Bir yazı- iki mana....


Sonbaharın tatlı ama sinsi serinliğinde şehrin betonlardan boşluk bulmuş tüm alanlarında eğilip kalkan onlarca insanoğlu.
Görünüşte toprakla uğraşıyorlar. Ancak onların ne iş yaptıklarını anlamak için aradan en az 5-6 ay geçmesi gerek. Bahar gelecek ve emekler renk verecek. Lale bunlar, önce insanı etkiliyorlar, sonra da düşündürüyorlar?

Neden?

Sadece bir kez çiçek verecek olan bu bitkiye neden bu kadar emek ve hepsinden öte başka türlü daha iyi değerelendirilebilecek onca para dökülür, neden?

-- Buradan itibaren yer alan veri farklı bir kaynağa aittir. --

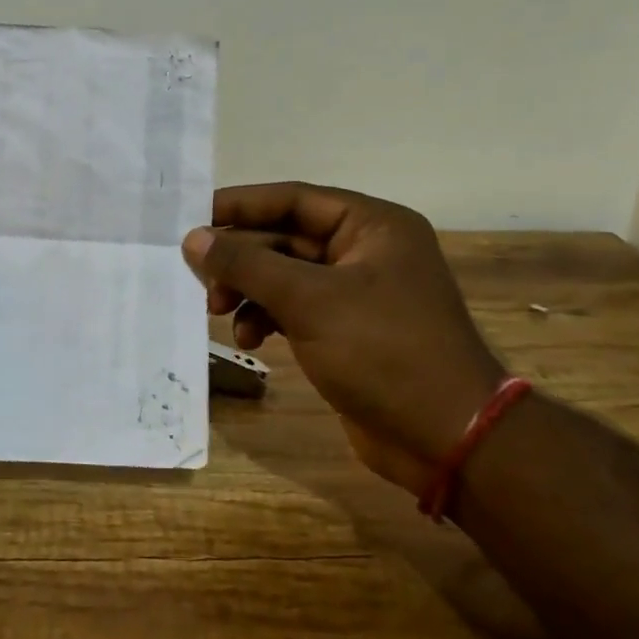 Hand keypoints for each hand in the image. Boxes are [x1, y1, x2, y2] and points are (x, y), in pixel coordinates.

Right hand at [183, 182, 503, 495]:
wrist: (446, 439)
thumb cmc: (383, 351)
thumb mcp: (309, 301)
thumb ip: (247, 265)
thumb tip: (193, 238)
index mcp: (372, 225)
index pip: (294, 199)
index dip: (241, 205)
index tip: (192, 217)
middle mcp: (365, 251)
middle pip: (286, 239)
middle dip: (242, 259)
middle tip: (201, 280)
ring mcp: (357, 293)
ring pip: (285, 277)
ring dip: (250, 292)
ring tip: (219, 313)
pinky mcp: (347, 331)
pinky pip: (295, 310)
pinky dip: (267, 319)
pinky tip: (249, 339) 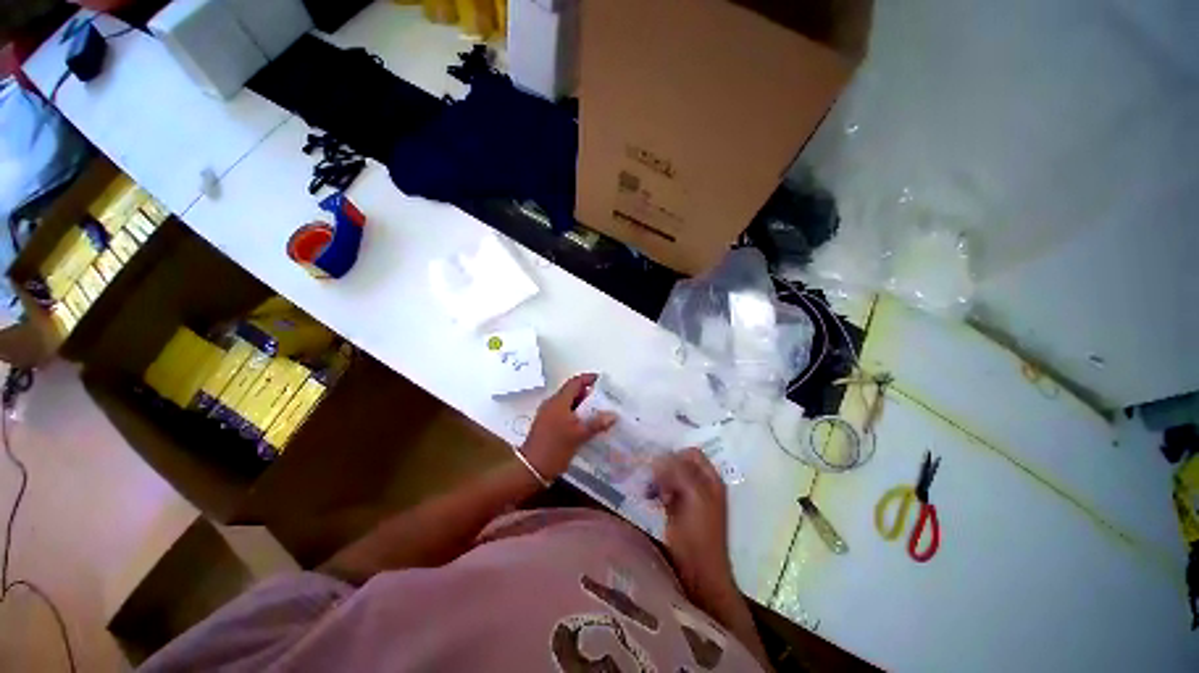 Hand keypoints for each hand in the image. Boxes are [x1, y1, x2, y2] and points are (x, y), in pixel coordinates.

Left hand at [521, 373, 615, 479]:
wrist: (531, 469)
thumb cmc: (555, 448)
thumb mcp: (579, 436)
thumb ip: (597, 424)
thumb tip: (614, 415)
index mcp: (559, 401)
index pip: (575, 382)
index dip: (589, 379)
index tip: (603, 381)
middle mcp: (552, 404)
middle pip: (572, 392)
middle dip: (588, 393)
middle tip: (605, 399)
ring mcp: (548, 414)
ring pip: (568, 403)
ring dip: (583, 405)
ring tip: (599, 411)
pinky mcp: (547, 424)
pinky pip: (564, 413)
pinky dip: (576, 414)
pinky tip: (586, 425)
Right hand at [649, 448, 736, 604]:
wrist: (698, 573)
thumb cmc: (698, 533)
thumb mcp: (693, 496)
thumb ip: (679, 472)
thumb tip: (659, 458)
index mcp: (711, 479)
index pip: (692, 453)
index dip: (675, 455)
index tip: (658, 465)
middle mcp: (702, 485)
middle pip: (680, 463)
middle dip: (664, 468)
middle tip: (652, 480)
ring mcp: (691, 498)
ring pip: (671, 476)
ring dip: (659, 479)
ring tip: (650, 491)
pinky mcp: (679, 510)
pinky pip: (666, 490)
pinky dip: (657, 490)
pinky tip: (650, 498) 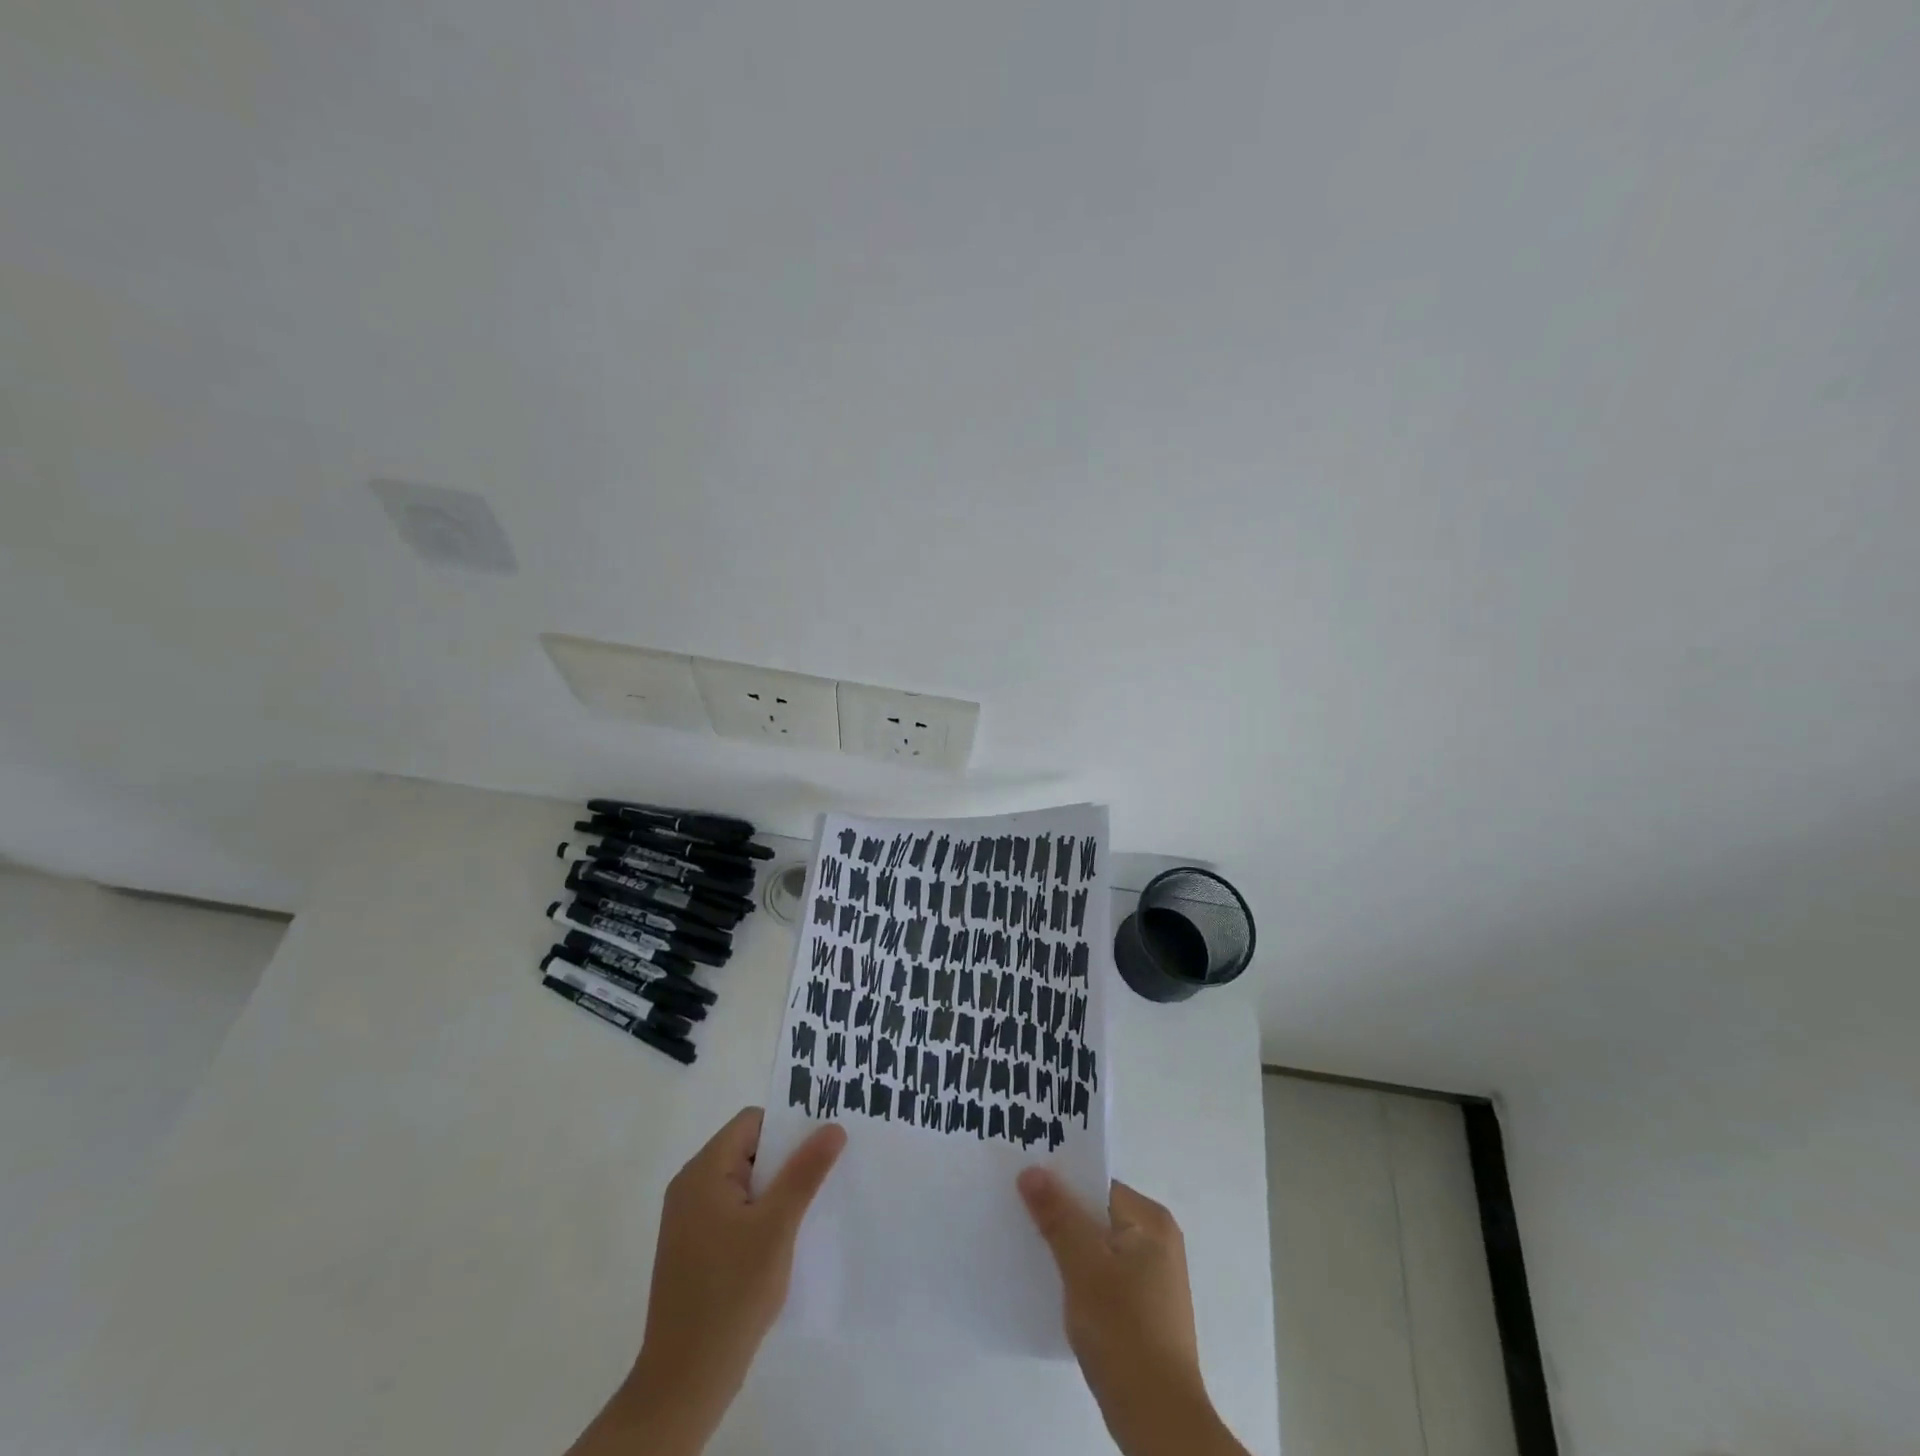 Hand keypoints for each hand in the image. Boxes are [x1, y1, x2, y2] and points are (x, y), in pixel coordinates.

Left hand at [569, 1108, 845, 1455]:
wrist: (684, 1382)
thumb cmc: (731, 1293)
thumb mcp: (777, 1226)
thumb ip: (805, 1172)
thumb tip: (833, 1127)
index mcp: (703, 1172)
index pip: (752, 1123)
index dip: (788, 1127)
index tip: (822, 1144)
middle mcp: (690, 1187)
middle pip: (747, 1150)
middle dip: (786, 1159)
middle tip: (826, 1172)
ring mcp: (689, 1220)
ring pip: (743, 1182)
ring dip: (776, 1189)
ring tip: (811, 1205)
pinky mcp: (694, 1248)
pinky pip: (734, 1210)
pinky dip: (760, 1214)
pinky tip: (785, 1238)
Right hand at [1017, 1169, 1248, 1455]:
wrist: (1159, 1419)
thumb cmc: (1123, 1330)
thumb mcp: (1083, 1266)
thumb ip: (1057, 1214)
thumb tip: (1033, 1170)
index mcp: (1151, 1220)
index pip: (1097, 1184)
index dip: (1061, 1183)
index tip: (1024, 1187)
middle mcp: (1158, 1240)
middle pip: (1098, 1214)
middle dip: (1062, 1216)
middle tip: (1020, 1215)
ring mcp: (1154, 1277)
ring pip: (1099, 1246)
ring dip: (1069, 1248)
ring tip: (1031, 1249)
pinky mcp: (1145, 1309)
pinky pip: (1105, 1274)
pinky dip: (1081, 1276)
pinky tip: (1056, 1288) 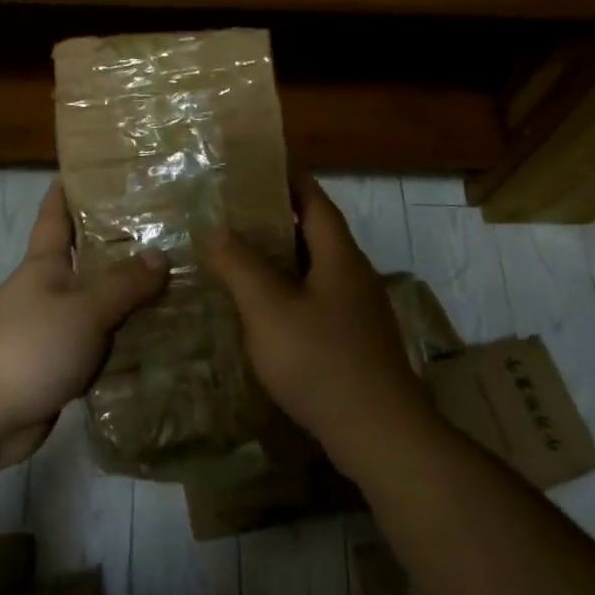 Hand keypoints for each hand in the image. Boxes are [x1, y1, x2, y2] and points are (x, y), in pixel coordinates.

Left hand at [0, 178, 168, 468]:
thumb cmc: (30, 346)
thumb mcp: (84, 309)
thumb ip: (124, 283)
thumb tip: (161, 255)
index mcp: (45, 264)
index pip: (56, 215)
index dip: (69, 189)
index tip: (92, 167)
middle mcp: (47, 289)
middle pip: (85, 258)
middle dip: (118, 242)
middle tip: (166, 228)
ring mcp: (51, 327)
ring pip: (96, 302)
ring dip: (127, 295)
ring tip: (175, 281)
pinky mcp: (58, 362)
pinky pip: (97, 342)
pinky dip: (122, 337)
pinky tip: (156, 336)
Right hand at [204, 177, 429, 470]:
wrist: (377, 432)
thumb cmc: (321, 361)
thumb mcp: (269, 309)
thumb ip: (241, 266)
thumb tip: (217, 227)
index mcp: (339, 257)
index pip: (315, 201)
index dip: (289, 178)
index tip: (260, 162)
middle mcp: (354, 276)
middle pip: (316, 233)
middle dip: (278, 218)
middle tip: (234, 210)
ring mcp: (357, 312)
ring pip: (315, 270)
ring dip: (281, 258)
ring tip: (239, 255)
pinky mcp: (354, 342)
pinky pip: (316, 301)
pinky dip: (288, 292)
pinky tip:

Kimileri lale devri diyor, başka başka manalarda. Kimileri ise “görünür” hizmet diyor, hani çiçeklerin arıları çektiği gibi oyları çekecek olan.

Bilmiyorum.

Tek bildiğim evvel ezel, ama çocuğum doğduktan sonra geçici şeylere harcanan külliyatlı paralara ben çok yanıyorum.

Çöl olacak diyorlar, 20 -30 yıldan bahsediyorlar. E o halde neden bu paralara ağaçlar dikmiyorlar. Basit bir hesapla şu sonuca varıyorum. Benim şimdiki yaşıma gelmeden “Arapların memleketi gibi” bir çölde mi yaşayacak yani kızım?

Olmadı şimdi.

Bizler 19 Mayıs’larda fırıl fırıl- tiril tiril eteklerini döndüre döndüre gençliğini yaşamış bir “buğday ambarı ülkenin” çocuklarıydık.

Ya kızım, ya kızlarımız?

Sonra laleye döndürüyorum yüzümü. Soğanlı bir bitkiymiş. Soğuğu severmiş büyümek için, ama illaki toprak altındaçaktırmadan, … Zamanı gelince çıkarmış ortalığa, tüm debdebesi ve ihtişamı ile. Tıpkı hortlamak için senelerdir zaman kollayan birileri gibi! Ama sonra? Sonrası güle güle…

Oysaki Atatürk Orman Çiftliği baki… Üzerindeki ağaçların görevi ise belli… Biiyorsunuz değil mi?